Nujoma a grandi dans une famille rurale et pauvre, l’aîné de 11 enfants. Sa jeunesse s’est concentrée sur l’élevage du bétail de ses parents et la culture de la terre. Il a fréquenté une école de mission avant de déménager à Windhoek et de travailler pour les chemins de fer sud-africains.
Il a été arrêté à la suite d’une manifestation politique en 1959 et a fui le territoire peu après sa libération pour s’exiler en Tanzanie.

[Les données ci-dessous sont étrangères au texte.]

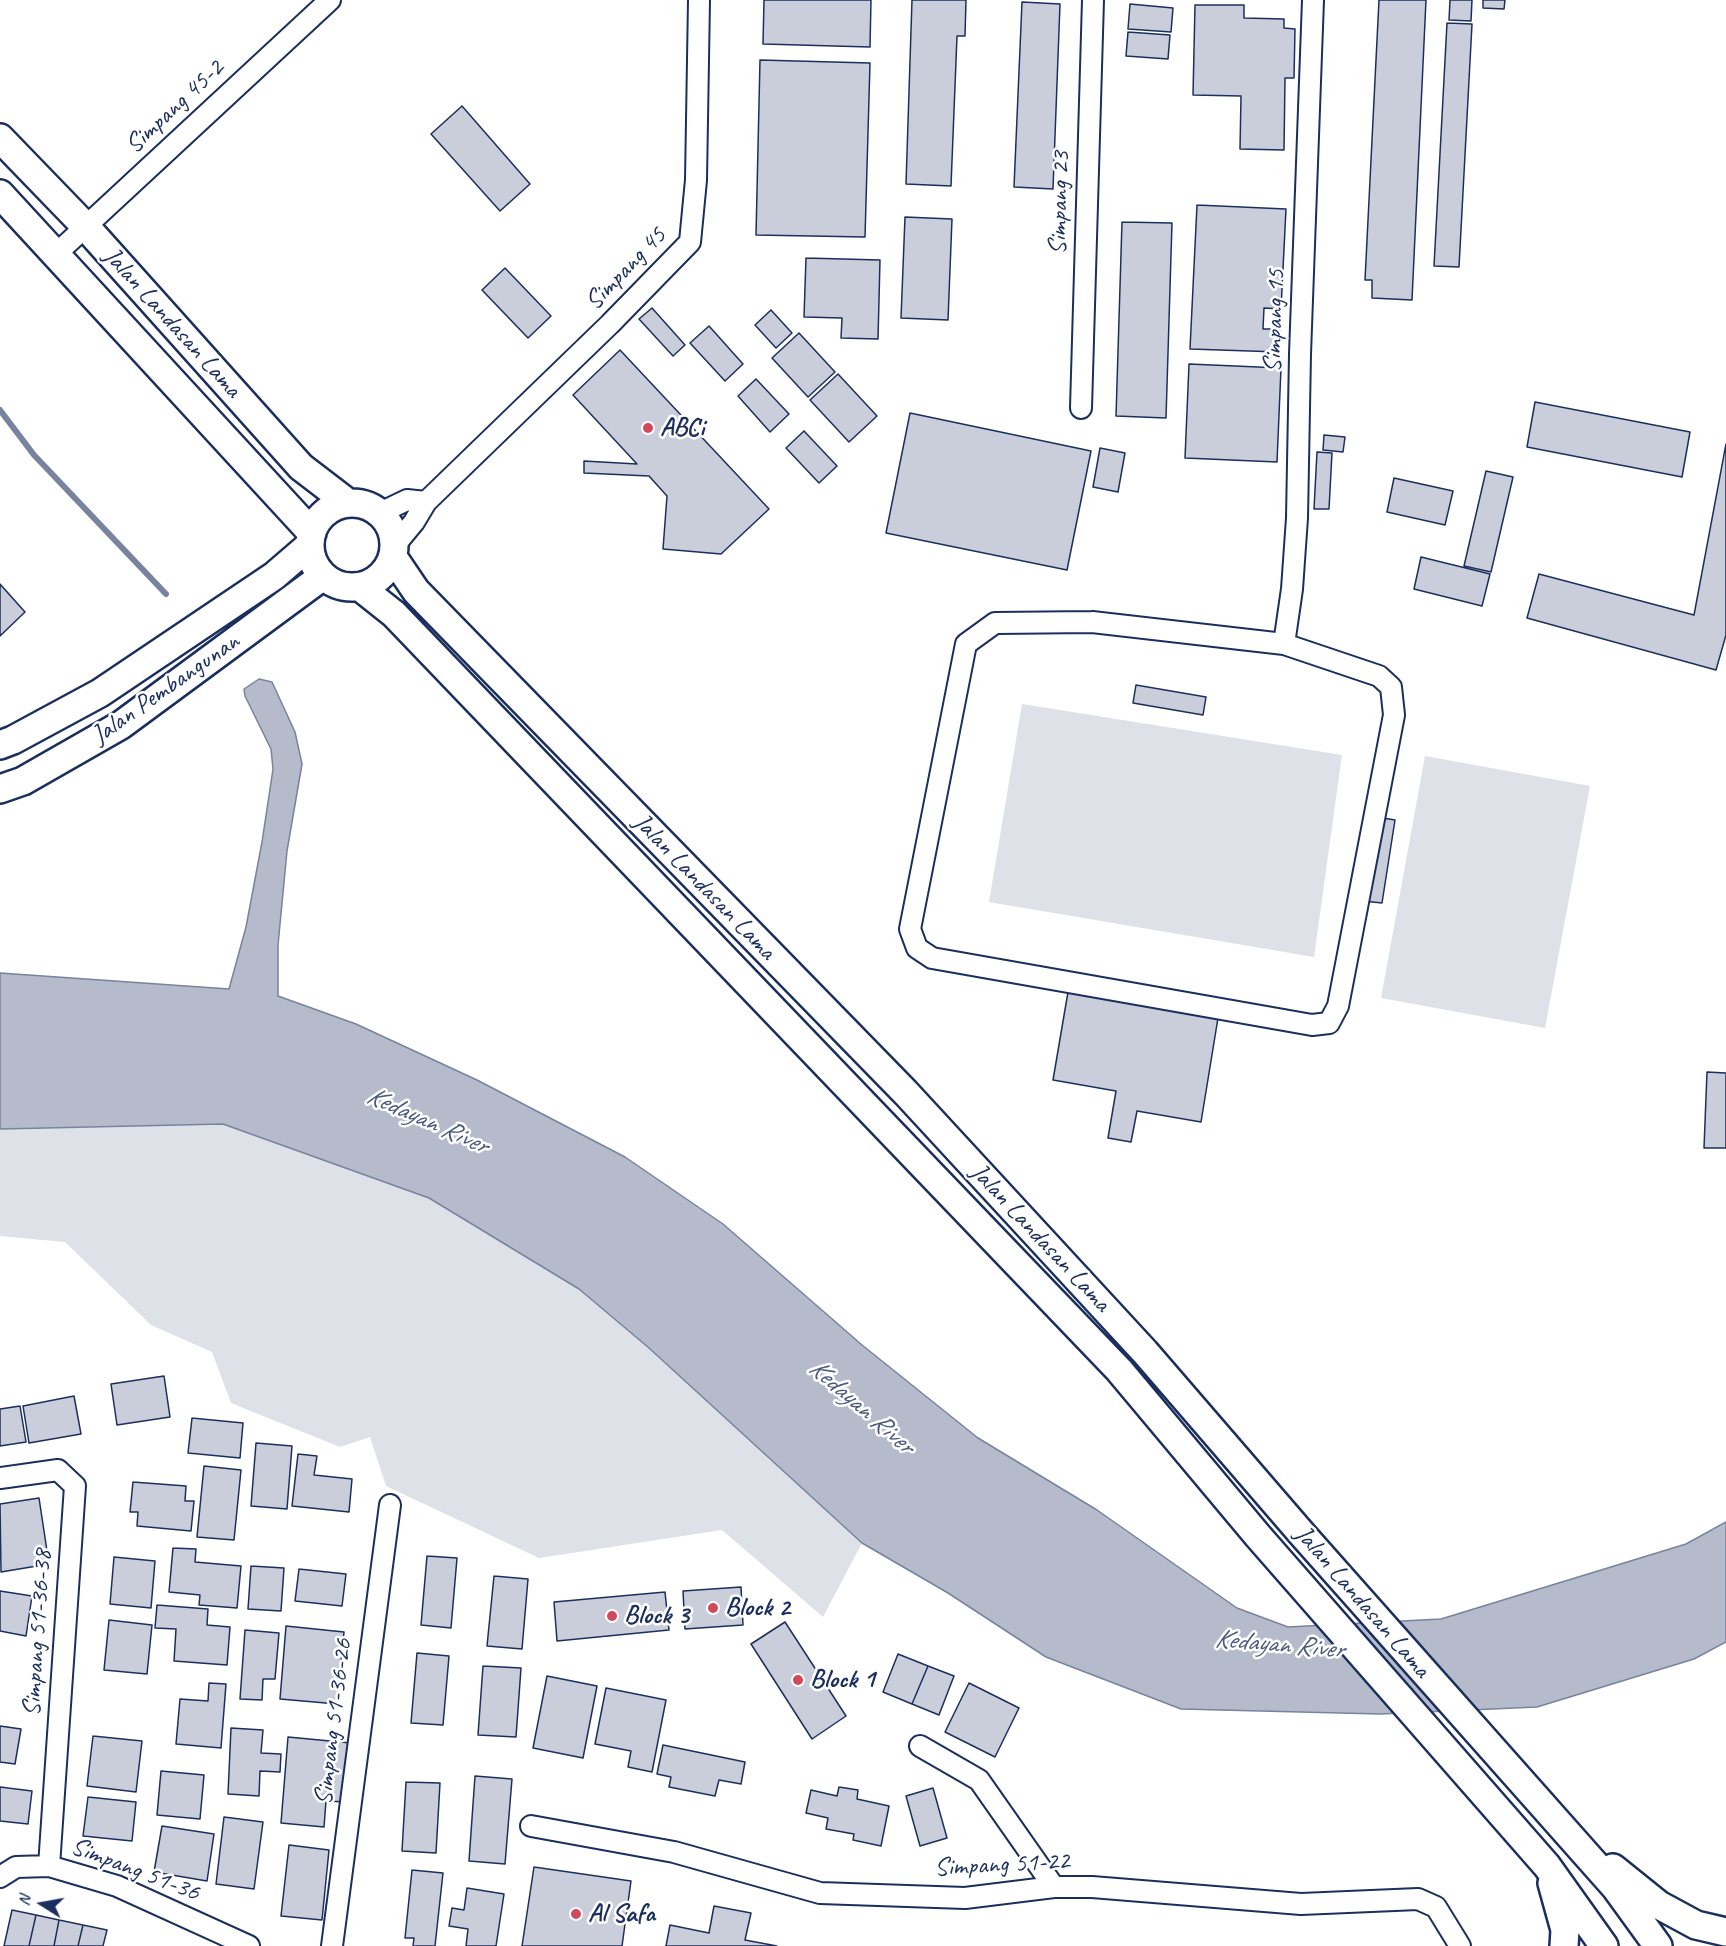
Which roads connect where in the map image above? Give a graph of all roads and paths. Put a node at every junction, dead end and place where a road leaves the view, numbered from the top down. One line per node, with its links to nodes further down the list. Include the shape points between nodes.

En exil, il a contribué à la création de l’Organisation du peuple du Sud-Ouest africain et en a été nommé président en 1960. La SWAPO est le parti au pouvoir en Namibie depuis 1990, et Nujoma l’a finalement dirigé pendant 47 ans jusqu’à sa démission en 2007.
Lorsque l’Afrique du Sud a refusé de tenir compte d’une résolution de l’ONU de 1966 mettant fin au mandat qui lui avait été confié sur la colonie allemande du Sud-Ouest africain après la Première Guerre mondiale, Nujoma a lancé la campagne de guérilla de la SWAPO.
« Nous avons commencé la lutte armée avec seulement deux mitraillettes et deux pistolets », a déclaré Nujoma un jour. « Je les ai obtenus d’Algérie, plus quelques cartouches. »
La SWAPO n’a jamais remporté de victoire militaire dans une guerre d’indépendance qui a duré plus de 20 ans, mais Nujoma a obtenu un large soutien politique pendant son exil, ce qui a conduit l’ONU à déclarer la SWAPO comme le seul représentant du peuple namibien et l’Afrique du Sud à se retirer finalement du pays.
En côtoyant les dirigeants mondiaux, Nujoma était conscient de son manque d’éducation. Il a quitté l’école tôt pour travailler et a ensuite suivi des cours du soir, en grande partie pour améliorer son anglais. Il a plutôt consacré sa vie à la libération de son pays.
« D’autres ont fait leurs études pendant que je menais la lutte », a-t-il déclaré.